Event Sourcing in the Small

August 14, 2019 📬 Get My Weekly Newsletter ☞

I’ve been fascinated by event-sourced architectures and wanted to get some real experience with it, but I also didn’t want to set up massive infrastructure inside AWS, find 100 developers to test it out on, and potentially ruin a business by doing so.

So I created an application that I believe mimics the developer workflows and architectural decisions you have to make in order to add features to an event-sourced architecture and want to share what I found. Anyone who has done this in the large, would love to hear if this tracks with your experience.

My takeaways are that it encourages some good practices, creates handy de-coupling between components, but introduces some friction, as well as complication for building a UI.

Let’s see how.

What is “Event-Sourcing”?

Martin Fowler has a good overview of the concept, but for me, I created an application where:

All actions a user (or system process) takes generate events, and that’s it.
Any feature that must query data (e.g. a UI) does so against a projection of the event stream (the event stream is never directly queried).

It’s, of course, possible to build an application based on these principles without having Apache Kafka and AWS Lambda set up, so that’s what I did.

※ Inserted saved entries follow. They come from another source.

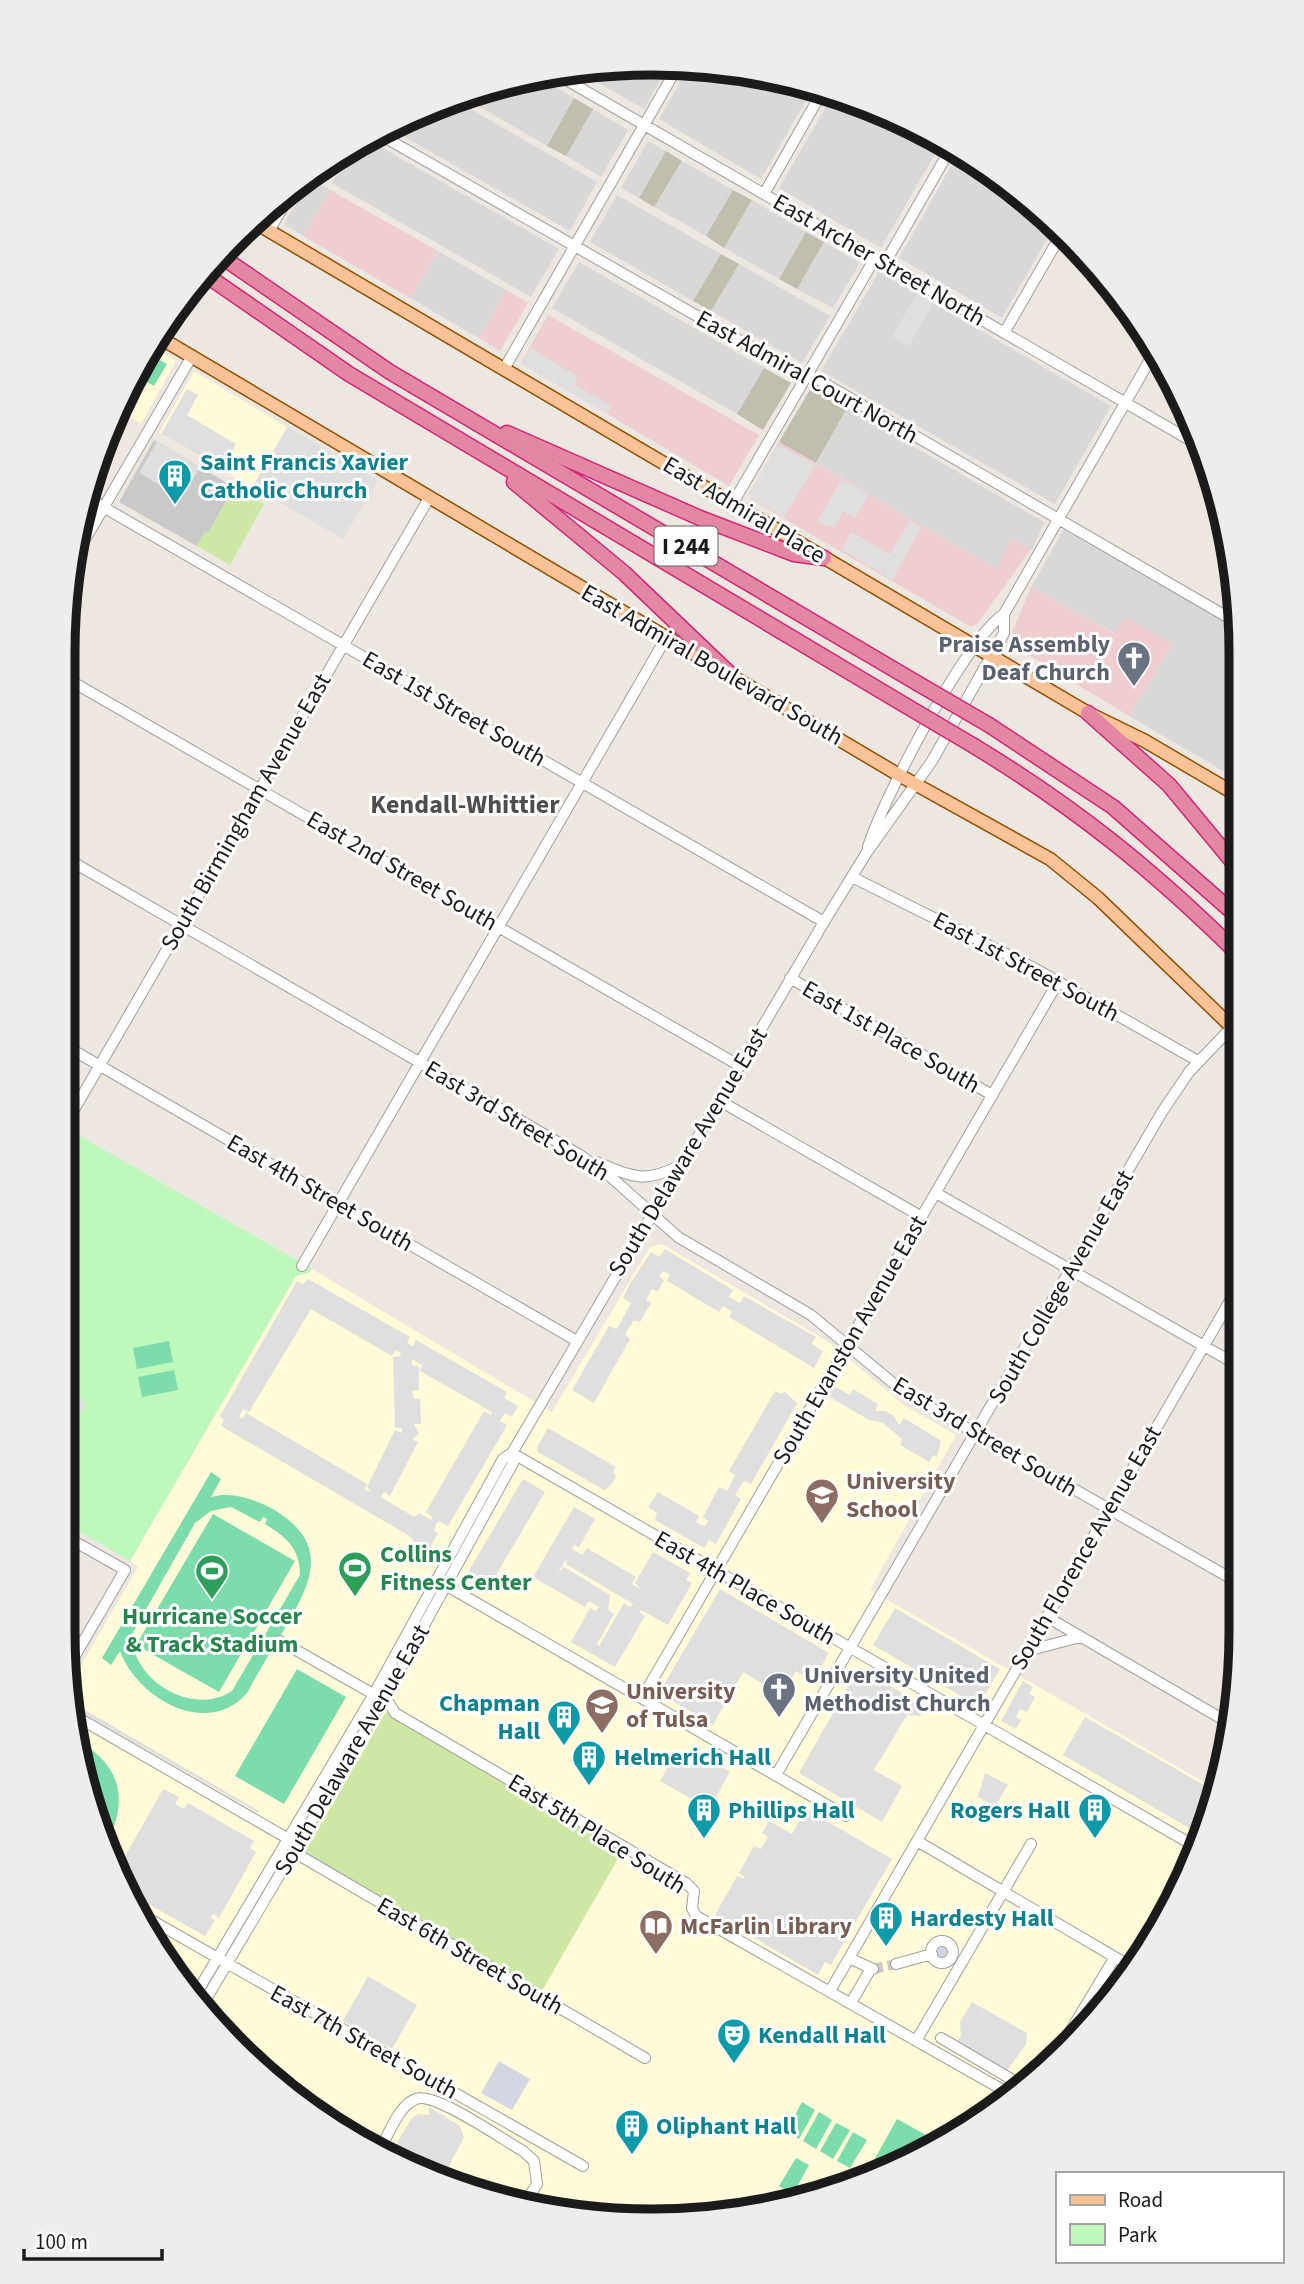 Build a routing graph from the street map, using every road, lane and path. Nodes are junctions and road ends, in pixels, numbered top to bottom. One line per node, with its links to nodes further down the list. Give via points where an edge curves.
1 (673, 76): 4 (street)
2 (569, 81): 4 (street, East Archer Street North)
3 (817, 100): 7 (street)
4 (645, 125): 7 (street, East Archer Street North); 12 (street)
5 (389, 140): 12 (street, East Admiral Court North)
6 (946, 156): 13 (street)
7 (764, 194): 13 (street, East Archer Street North)
8 (281, 211): 10 (street)
9 (262, 227): 10 (main road, East Admiral Place)
10 (269, 231): 20 (main road, East Admiral Place)
11 (1057, 241): 16 (street)
12 (575, 246): 20 (street); 21 (street, East Admiral Court North)
13 (880, 260): 16 (street, East Archer Street North); 21 (street)
14 (228, 261): 23 (highway, I 244, via 340,340)
15 (212, 279): 25 (highway, I 244, via 349,374)
16 (1004, 332): 22 (street, East Archer Street North)
17 (166, 341): 18 (main road, East Admiral Boulevard South)
18 (192, 356): 26 (main road, East Admiral Boulevard South); 29 (street)
19 (1149, 361): 22 (street)
20 (504, 369): 28 (main road, East Admiral Place)
21 (806, 376): 28 (street); 30 (street, East Admiral Court North)
22 (1125, 402): 24 (street, East Archer Street North); 30 (street)
23 (455, 411): 32 (highway, via 700,518 794,554); 51 (highway, I 244, bridge, via 989,724 1113,807)
24 (1188, 439)
25 (484, 456): 39 (highway, via 624,573); 55 (highway, I 244, bridge, via 1062,802 1171,887)
26 (429, 498): 35 (main road, East Admiral Boulevard South); 36 (street, South Birmingham Avenue East)
27 (95, 502): 29 (street, East 1st Street South)
28 (733, 503): 32 (main road, East Admiral Place)
29 (104, 508): 31 (street); 36 (street, East 1st Street South)
30 (1057, 519): 33 (street); 34 (street, East Admiral Court North)
31 (86, 538)
32 (824, 558): 37 (main road, East Admiral Place)
33 (1004, 614): 37 (street, South Delaware Avenue East, via 989,624); 38 (street, South Delaware Avenue East, via 1004,633)
34 (1228, 617)
35 (666, 638): 39 (main road, East Admiral Boulevard South); 43 (street)
36 (344, 645): 43 (street, East 1st Street South); 45 (street, South Birmingham Avenue East)
37 (974, 645): 38 (main road, East Admiral Place); 42 (street, South Delaware Avenue East)
38 (992, 656): 41 (main road, East Admiral Place); 44 (street, South Delaware Avenue East)
39 (731, 675): 42 (main road, East Admiral Boulevard South)
40 (75, 683): 45 (street, East 2nd Street South)
41 (1088, 713): 46 (main road, East Admiral Place); 48 (highway, via 1169,785)
42 (899, 775): 44 (main road, East Admiral Boulevard South); 47 (street, South Delaware Avenue East)
43 (582, 783): 52 (street, East 1st Street South); 54 (street)
44 (916, 784): 47 (street, South Delaware Avenue East); 58 (main road, East Admiral Boulevard South, via 1026,843 1076,878)
45 (259, 790): 53 (street, South Birmingham Avenue East); 54 (street, East 2nd Street South)
46 (1229, 790)
47 (867, 852): 50 (street, South Delaware Avenue East)
48 (1229, 857)
49 (75, 863): 53 (street, East 3rd Street South)
50 (852, 877): 52 (street, South Delaware Avenue East); 57 (street, East 1st Street South)
51 (1229, 909)
52 (824, 922): 56 (street, South Delaware Avenue East)
53 (181, 924): 61 (street, East 3rd Street South); 63 (street, South Birmingham Avenue East)
54 (498, 926): 61 (street); 64 (street, East 2nd Street South)
55 (1229, 945)
56 (790, 978): 64 (street, South Delaware Avenue East); 65 (street, East 1st Place South)
57 (1058, 982): 62 (street, East 1st Street South); 65 (street, South Evanston Avenue East)
58 (1229, 1024)
59 (1229, 1035): 62 (street, South College Avenue East)
60 (75, 1052): 63 (street, East 4th Street South)
61 (420, 1061): 68 (street, East 3rd Street South); 71 (street)
62 (1198, 1061): 75 (street, South College Avenue East, via 1162,1112)
63 (99, 1066): 67 (street, South Birmingham Avenue East); 71 (street, East 4th Street South)
64 (740, 1066): 66 (street, South Delaware Avenue East)
65 (992, 1095): 70 (street, South Evanston Avenue East)
66 (720, 1101): 69 (street, South Delaware Avenue East); 73 (street)
67 (75, 1108)
68 (580, 1155): 69 (street, via 629,1176 660,1175); 72 (street, East 3rd Street South)
69 (682, 1165): 72 (street, South Delaware Avenue East)
70 (936, 1193): 73 (street, South Evanston Avenue East); 75 (street)
71 (338, 1203): 74 (street); 77 (street, East 4th Street South)
72 (653, 1215): 77 (street, South Delaware Avenue East); 78 (street, East 3rd Street South, via 687,1244 811,1315)
73 (922, 1217): 78 (street, South Evanston Avenue East)
74 (302, 1266)
75 (1070, 1270): 79 (street); 81 (street, South College Avenue East)
76 (1229, 1303): 79 (street, South Florence Avenue East)
77 (577, 1341): 82 (street, South Delaware Avenue East)
78 (848, 1344): 81 (street, East 3rd Street South, via 905,1393); 85 (street, South Evanston Avenue East)
79 (1204, 1346): 80 (street); 83 (street, South Florence Avenue East)
80 (1229, 1360)
81 (975, 1434): 83 (street, East 3rd Street South); 92 (street, South College Avenue East)
82 (512, 1453): 85 (street, East 4th Place South); 87 (street, South Delaware Avenue East, via 503,1459); 88 (street, South Delaware Avenue East, via 513,1463)
83 (1109, 1510): 86 (street, East 3rd Street South); 89 (street, South Florence Avenue East)
84 (75, 1542): 94 (street, via 125,1570)
85 (716, 1571): 92 (street, East 4th Place South); 96 (street, South Evanston Avenue East)
86 (1229, 1577)
87 (436, 1580): 88 (street); 95 (street, South Delaware Avenue East)
88 (447, 1586): 96 (street); 97 (street, South Delaware Avenue East)
89 (1047, 1617): 90 (street); 93 (street, South Florence Avenue East)
90 (1080, 1637): 93 (street); 98 (street)
91 (280, 1641): 95 (street, East 5th Place South)
92 (850, 1649): 100 (street, East 4th Place South); 101 (street, South College Avenue East)
93 (1027, 1651): 100 (street, South Florence Avenue East)
94 (76, 1655)
95 (374, 1694): 97 (street, East 5th Place South); 103 (street, South Delaware Avenue East)
96 (642, 1698): 101 (street)
97 (383, 1700): 107 (street, South Delaware Avenue East); 119 (street, East 5th Place South, via 395,1713 685,1883 694,1891 696,1916)
98 (1222, 1719)
99 (82, 1720): 103 (street, East 6th Street South)
100 (984, 1726): 104 (street, South Florence Avenue East); 105 (street, East 4th Place South)
101 (776, 1775): 102 (street)
102 (846, 1816)
103 (287, 1838): 107 (street, East 6th Street South); 114 (street, South Delaware Avenue East)
104 (917, 1841): 108 (street); 112 (street, South Florence Avenue East)
105 (1189, 1843)
106 (1031, 1844): 108 (street)
107 (297, 1849): 114 (street, South Delaware Avenue East); 125 (street, East 6th Street South)
108 (1004, 1891): 111 (street); 115 (street)
109 (154, 1922): 114 (street, East 7th Street South)
110 (932, 1954): 113 (street, via 941,1963); 113 (street, via 942,1941 952,1947); 117 (street)
111 (1115, 1957): 116 (street); 122 (street)
112 (849, 1958): 119 (street, South Florence Avenue East); 121 (street, via 872,1970)
113 (952, 1958): 115 (street)
114 (222, 1961): 118 (street, South Delaware Avenue East); 120 (street, South Delaware Avenue East); 129 (street, East 7th Street South)
115 (962, 1963): 124 (street)
116 (1124, 1963)
117 (896, 1964)
118 (200, 1990)
119 (830, 1992): 121 (street, East 5th Place South)
120 (206, 1997)
121 (850, 2003): 124 (street, East 5th Place South)
122 (1074, 2025)
123 (941, 2038): 126 (street)
124 (916, 2040): 127 (street, East 5th Place South)
125 (645, 2058)
126 (1014, 2081)
127 (1003, 2090)
128 (384, 2142): 130 (street, via 405,2106 415,2099 434,2099 534,2161 537,2185)
129 (583, 2166)
130 (530, 2196)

In the next section I’ll describe the application I built and how it works, mostly to give you a sense of the different parts when I talk about the experience developing for it (if you want to skip straight to my learnings by all means, go ahead :).

Each part of the application is inside a single app, but I think they behave like they would if they were “real” pieces of infrastructure.

The App

The app is a simple contact management app. You can:

Add a new contact (name, description, contact method)
Edit or delete a contact
Record an interaction with a contact (e.g. record that you had coffee with Bob on the 13th)
Write notes about your next meeting with a contact (e.g. to remind you to ask Sally about Postgres)
View and sort contacts as well as past interactions
Email you a copy of your notes that morning of a meeting

Here is the data model of the app:

Data Model for my CRM App — My CRM Application's Data Model (Bigger version in new window)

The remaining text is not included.